9. So when Rule 56(2) EPC requires deficiencies in the particulars required under Rule 55(b) to be notified by the Office and remedied by the opponent it can no longer be a matter here of providing identification under Rule 56 paragraph (1) EPC. The purport of Rule 56 paragraph (2) in conjunction with Rule 55(b) can therefore only be that the EPO has to be enabled to identify the contested patent without difficulty; therefore as soon as the particulars available concerning the patent are together sufficient to identify that patent easily and beyond doubt a situation is no longer present in which there is still a “deficiency” within the meaning of Rule 56(2) EPC to complain of and to be remedied.

10. The publication number or application number will normally suffice to trace and consult a specific file, and the number of the European patent under Rule 55(b) EPC first drafted in 1964 and 1970 can be either of those numbers, since it was only in later administrative practice that they became differentiated.

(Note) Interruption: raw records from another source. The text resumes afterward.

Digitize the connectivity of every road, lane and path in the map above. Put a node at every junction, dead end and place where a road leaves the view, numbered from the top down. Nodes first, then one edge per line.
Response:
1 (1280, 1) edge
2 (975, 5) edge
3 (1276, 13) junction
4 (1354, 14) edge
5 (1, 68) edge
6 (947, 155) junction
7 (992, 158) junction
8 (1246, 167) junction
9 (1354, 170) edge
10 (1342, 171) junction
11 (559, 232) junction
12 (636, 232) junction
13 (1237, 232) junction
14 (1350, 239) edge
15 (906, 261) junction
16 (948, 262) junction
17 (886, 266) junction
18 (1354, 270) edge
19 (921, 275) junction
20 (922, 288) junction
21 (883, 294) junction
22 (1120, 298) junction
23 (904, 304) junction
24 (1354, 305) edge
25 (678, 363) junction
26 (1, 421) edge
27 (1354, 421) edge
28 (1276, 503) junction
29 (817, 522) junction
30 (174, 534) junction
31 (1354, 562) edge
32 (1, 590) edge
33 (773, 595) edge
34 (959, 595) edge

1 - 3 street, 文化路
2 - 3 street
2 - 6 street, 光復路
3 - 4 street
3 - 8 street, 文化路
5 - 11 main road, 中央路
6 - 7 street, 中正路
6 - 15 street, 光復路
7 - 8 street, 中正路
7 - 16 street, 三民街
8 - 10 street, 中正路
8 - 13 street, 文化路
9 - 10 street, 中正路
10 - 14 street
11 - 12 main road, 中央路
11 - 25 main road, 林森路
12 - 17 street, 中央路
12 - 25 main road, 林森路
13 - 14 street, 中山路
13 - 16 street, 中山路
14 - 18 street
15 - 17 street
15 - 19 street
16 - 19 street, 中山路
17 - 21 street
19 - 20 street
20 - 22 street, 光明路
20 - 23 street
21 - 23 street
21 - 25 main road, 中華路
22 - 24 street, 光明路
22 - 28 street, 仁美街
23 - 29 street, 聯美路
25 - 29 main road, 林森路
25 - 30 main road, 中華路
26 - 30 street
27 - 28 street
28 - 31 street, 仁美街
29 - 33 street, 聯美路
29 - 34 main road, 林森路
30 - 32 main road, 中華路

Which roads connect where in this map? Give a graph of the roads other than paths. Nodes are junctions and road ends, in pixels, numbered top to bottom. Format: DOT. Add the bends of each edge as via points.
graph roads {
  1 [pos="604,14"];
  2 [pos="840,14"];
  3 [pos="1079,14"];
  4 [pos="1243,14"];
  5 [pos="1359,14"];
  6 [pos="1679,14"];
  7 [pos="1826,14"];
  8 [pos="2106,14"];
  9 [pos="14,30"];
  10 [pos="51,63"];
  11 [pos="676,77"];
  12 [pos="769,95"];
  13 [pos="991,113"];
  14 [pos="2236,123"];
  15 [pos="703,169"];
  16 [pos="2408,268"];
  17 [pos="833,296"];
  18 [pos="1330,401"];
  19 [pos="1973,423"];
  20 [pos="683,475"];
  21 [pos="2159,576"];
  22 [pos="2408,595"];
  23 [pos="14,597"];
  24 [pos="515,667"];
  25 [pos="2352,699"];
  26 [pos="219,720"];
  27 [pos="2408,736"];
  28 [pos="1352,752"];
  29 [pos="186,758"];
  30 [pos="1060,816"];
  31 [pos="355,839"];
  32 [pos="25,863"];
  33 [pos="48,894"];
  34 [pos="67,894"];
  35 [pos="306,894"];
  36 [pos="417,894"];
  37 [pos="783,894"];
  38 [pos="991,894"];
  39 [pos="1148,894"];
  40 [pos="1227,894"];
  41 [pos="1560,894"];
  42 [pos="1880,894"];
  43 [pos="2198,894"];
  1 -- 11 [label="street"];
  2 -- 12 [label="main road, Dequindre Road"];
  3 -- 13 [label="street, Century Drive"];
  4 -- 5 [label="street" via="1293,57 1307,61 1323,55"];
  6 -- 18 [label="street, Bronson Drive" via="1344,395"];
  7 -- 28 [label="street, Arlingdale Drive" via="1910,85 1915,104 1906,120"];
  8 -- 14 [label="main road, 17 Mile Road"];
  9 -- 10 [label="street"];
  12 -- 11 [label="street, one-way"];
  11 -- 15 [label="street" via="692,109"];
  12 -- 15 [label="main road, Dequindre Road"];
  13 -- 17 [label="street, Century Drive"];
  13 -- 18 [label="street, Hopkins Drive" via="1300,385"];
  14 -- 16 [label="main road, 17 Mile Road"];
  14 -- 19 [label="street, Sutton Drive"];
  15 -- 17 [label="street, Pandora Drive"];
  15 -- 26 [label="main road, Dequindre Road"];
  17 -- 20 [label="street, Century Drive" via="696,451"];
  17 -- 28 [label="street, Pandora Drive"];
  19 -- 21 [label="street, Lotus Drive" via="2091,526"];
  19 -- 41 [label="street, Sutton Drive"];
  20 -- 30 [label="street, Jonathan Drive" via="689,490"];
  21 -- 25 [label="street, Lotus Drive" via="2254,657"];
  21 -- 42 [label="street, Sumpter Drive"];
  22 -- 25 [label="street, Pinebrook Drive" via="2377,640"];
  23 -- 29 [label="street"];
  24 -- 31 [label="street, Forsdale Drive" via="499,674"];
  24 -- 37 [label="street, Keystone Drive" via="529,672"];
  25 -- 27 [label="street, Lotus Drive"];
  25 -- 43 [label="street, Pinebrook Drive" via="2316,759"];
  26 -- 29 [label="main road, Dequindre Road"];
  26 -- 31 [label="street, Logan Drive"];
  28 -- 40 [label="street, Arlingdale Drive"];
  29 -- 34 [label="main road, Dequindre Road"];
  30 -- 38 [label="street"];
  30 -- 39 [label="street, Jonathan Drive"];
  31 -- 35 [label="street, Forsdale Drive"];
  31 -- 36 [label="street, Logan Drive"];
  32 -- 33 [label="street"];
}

The second number and other bibliographical data are of course not only useful but essential in order to eliminate doubt and to enable any errors to be corrected (cf. the aforementioned Decision of Opposition Division 024 of 15 June 1983).

11. It should moreover be pointed out that the requirement to state the title of the invention can prove to be an unintended pitfall for the opponent if under Rule 1 EPC he uses an official language other than the language of the proceedings as defined in Article 14(3) EPC. For if the language of the opposition differs from that of the contested patent, he runs a considerable risk of not reproducing the title of the invention as printed on the patent. The intent of Rule 55(b) EPC in requiring the title of the invention is to identify the contested patent and not to set the opponent a linguistic trap; since the Claims are also given in the two other official languages the function of that title as an identifying feature can as a rule also be fulfilled in those languages. It is therefore wrong to set the “title of the invention” under Rule 55(b) EPC on a par with WIPO Standard St.9 and the INID code “54” entry. In diverging from this, either in language or form, the title does not cease to serve as an identifying feature under Rule 55(b) EPC. Those responsible for drafting the Implementing Regulations of 1964 (EEC Doc. 4419/IV/63 dated 20 January 1964, Re Art. 88, No. 1) and the Implementing Regulations of 1970 (Second Preliminary Draft of the EPC of 1971, Re Art. 101, No. 1) would hardly have had any such links and consequences in mind.

12. Finally, there is the question as to whether the appeal fee can be reimbursed. The answer is that it cannot, since no “substantial procedural violation” within the meaning of Rule 67 EPC is present for the reasons stated under point 3 above.

ORDER

For these reasons, it is decided that:

The contested decision is set aside and the case remitted to the first instance.